You're making a mistake in your treatment of functions. A function is not a
formula. It is an association of a value in the codomain to each value in
the domain, and if two functions have all of the same associations (which
forces them to have the same domain), then they are identical. Therefore >:
and 1: with domain {0} are the same function. Consequently there is only
one identity function on each set because the term "identity function"
uniquely identifies where each point is sent to, namely, itself.

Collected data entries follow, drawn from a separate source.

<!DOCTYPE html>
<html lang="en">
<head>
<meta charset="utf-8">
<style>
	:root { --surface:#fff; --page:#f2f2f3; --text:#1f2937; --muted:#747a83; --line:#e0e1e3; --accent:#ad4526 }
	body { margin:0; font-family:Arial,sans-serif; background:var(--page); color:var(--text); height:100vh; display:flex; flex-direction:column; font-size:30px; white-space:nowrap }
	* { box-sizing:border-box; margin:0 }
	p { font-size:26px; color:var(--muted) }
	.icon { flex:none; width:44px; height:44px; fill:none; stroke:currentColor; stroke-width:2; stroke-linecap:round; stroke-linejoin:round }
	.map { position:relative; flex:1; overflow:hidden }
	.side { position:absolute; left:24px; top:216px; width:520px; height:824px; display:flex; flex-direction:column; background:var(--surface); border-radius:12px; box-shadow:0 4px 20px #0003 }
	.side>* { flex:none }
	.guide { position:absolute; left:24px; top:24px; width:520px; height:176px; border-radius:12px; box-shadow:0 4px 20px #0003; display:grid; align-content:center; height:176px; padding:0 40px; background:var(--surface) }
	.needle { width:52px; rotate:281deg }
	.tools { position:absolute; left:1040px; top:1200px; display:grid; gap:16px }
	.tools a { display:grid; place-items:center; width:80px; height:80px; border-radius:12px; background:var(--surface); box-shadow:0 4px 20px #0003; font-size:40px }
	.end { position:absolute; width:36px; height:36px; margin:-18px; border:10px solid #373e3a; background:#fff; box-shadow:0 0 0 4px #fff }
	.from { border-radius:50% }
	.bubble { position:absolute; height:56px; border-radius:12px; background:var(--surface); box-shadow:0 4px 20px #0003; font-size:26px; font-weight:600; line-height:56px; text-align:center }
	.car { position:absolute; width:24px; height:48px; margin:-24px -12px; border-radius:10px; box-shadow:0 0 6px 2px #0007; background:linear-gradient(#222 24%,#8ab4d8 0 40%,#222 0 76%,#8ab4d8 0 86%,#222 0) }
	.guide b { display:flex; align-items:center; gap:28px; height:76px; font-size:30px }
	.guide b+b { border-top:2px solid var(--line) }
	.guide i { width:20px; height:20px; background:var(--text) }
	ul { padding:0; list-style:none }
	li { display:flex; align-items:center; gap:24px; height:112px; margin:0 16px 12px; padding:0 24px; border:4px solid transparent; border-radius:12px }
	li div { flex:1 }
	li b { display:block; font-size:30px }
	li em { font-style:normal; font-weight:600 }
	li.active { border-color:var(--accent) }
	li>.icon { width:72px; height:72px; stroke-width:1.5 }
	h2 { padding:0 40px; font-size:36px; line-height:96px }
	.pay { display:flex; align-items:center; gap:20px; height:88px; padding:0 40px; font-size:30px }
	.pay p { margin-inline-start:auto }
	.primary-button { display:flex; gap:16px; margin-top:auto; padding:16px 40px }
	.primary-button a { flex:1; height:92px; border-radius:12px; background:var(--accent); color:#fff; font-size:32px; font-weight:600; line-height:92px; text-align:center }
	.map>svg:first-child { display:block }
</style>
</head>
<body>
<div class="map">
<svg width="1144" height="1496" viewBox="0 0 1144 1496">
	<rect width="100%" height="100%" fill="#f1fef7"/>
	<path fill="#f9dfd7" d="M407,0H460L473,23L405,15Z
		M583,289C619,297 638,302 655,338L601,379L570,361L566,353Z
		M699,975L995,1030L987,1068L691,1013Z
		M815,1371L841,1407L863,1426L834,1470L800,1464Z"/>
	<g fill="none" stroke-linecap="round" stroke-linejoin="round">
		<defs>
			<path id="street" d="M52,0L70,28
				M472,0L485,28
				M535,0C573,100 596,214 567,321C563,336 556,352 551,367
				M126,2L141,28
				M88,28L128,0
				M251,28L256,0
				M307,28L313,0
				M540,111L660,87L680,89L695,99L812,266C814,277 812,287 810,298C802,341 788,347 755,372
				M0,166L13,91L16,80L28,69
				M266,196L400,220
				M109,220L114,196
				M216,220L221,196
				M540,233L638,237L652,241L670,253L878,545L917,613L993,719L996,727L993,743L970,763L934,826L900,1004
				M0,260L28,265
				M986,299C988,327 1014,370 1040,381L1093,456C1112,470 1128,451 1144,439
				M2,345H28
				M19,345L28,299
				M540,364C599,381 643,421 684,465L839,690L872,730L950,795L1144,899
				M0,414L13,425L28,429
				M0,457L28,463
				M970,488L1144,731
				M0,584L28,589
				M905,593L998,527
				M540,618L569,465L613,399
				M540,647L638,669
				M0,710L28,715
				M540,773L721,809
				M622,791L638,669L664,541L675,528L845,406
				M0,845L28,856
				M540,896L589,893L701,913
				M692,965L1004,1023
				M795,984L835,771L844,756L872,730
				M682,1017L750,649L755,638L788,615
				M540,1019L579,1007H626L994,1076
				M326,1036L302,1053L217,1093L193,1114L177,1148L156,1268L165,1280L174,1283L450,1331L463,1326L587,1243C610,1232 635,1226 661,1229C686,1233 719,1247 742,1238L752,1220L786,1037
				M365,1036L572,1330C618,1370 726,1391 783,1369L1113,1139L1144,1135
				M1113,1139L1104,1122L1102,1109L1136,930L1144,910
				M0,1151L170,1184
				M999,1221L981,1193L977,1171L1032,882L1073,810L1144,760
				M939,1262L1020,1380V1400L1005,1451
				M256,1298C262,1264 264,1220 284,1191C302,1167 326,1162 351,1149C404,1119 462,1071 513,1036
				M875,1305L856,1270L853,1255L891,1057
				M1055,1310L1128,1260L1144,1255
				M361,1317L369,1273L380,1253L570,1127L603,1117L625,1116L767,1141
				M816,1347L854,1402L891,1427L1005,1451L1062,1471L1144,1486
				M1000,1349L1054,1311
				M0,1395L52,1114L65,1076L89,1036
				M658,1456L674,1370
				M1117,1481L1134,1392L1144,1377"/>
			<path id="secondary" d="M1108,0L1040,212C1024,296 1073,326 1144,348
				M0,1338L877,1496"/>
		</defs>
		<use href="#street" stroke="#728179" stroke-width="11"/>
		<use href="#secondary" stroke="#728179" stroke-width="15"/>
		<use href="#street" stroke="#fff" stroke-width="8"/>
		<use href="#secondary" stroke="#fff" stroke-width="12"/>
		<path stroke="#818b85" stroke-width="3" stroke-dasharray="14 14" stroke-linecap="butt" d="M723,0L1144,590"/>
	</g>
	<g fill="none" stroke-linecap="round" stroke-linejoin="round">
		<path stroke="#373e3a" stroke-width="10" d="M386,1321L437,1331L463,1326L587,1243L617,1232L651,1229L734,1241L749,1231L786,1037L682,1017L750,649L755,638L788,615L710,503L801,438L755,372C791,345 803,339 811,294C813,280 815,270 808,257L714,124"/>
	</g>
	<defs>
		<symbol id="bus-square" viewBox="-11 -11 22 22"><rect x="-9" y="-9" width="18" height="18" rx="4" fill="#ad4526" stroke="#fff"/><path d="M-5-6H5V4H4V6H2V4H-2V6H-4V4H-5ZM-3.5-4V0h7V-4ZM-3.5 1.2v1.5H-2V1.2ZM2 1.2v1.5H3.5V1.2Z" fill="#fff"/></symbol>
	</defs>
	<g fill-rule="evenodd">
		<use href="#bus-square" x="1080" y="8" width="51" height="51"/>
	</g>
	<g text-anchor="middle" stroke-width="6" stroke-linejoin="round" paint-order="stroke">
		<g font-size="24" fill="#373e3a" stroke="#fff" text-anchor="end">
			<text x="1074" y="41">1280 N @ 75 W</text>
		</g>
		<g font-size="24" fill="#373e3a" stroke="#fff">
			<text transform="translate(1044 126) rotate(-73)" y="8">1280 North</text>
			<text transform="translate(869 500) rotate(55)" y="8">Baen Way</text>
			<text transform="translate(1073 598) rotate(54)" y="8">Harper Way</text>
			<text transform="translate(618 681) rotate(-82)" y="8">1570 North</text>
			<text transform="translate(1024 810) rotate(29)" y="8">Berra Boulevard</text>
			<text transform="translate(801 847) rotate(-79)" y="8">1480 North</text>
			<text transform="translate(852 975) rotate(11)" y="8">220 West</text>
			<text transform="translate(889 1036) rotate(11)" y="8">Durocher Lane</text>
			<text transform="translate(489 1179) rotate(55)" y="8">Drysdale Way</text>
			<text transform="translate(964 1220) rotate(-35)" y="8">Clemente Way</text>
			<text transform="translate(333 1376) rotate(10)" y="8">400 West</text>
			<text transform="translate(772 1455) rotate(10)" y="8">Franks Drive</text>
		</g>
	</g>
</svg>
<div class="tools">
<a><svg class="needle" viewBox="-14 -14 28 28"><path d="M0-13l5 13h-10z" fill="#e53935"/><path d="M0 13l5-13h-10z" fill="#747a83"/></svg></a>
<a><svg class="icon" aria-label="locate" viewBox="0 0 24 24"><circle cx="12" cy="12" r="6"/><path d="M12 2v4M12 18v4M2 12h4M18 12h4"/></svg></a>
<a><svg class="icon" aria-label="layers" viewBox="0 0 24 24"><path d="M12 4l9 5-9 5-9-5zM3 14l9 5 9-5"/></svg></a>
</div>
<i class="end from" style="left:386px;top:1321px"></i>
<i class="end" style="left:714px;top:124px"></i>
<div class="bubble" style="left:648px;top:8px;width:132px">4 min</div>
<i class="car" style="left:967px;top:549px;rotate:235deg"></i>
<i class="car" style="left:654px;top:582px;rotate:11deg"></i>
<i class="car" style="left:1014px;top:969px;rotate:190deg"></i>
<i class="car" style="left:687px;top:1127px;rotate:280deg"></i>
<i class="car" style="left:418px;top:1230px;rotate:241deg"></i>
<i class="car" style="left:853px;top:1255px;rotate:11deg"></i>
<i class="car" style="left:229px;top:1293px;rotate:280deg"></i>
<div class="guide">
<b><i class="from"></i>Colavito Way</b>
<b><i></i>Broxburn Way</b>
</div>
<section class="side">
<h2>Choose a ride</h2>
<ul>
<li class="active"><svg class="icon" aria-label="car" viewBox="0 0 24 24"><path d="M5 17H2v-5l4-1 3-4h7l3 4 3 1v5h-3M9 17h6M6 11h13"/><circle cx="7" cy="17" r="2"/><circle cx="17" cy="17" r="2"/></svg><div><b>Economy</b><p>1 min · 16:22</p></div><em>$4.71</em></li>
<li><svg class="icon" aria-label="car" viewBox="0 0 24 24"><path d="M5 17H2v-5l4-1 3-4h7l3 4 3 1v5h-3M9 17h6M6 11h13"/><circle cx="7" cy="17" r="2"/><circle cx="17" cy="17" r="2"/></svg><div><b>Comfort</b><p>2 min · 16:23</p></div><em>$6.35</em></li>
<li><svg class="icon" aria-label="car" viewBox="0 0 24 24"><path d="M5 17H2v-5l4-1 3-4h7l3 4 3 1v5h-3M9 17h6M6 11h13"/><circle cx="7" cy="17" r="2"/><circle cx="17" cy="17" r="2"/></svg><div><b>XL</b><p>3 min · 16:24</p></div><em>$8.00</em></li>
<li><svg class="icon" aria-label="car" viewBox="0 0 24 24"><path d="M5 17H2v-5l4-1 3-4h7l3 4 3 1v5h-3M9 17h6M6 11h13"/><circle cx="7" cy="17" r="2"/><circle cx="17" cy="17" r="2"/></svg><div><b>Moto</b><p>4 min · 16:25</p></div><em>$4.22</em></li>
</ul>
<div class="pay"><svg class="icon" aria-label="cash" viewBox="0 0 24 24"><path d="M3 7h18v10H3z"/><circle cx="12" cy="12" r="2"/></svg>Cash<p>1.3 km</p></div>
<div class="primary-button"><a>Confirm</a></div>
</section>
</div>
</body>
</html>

The distinction between large and small categories is that in a small
category all the objects form a single set and all the arrows form another
one. In a large category, the objects are members of a collection, which
can be "bigger" than a set in an informal sense; in particular, all the
sets form a collection but not a set, because a set cannot contain itself.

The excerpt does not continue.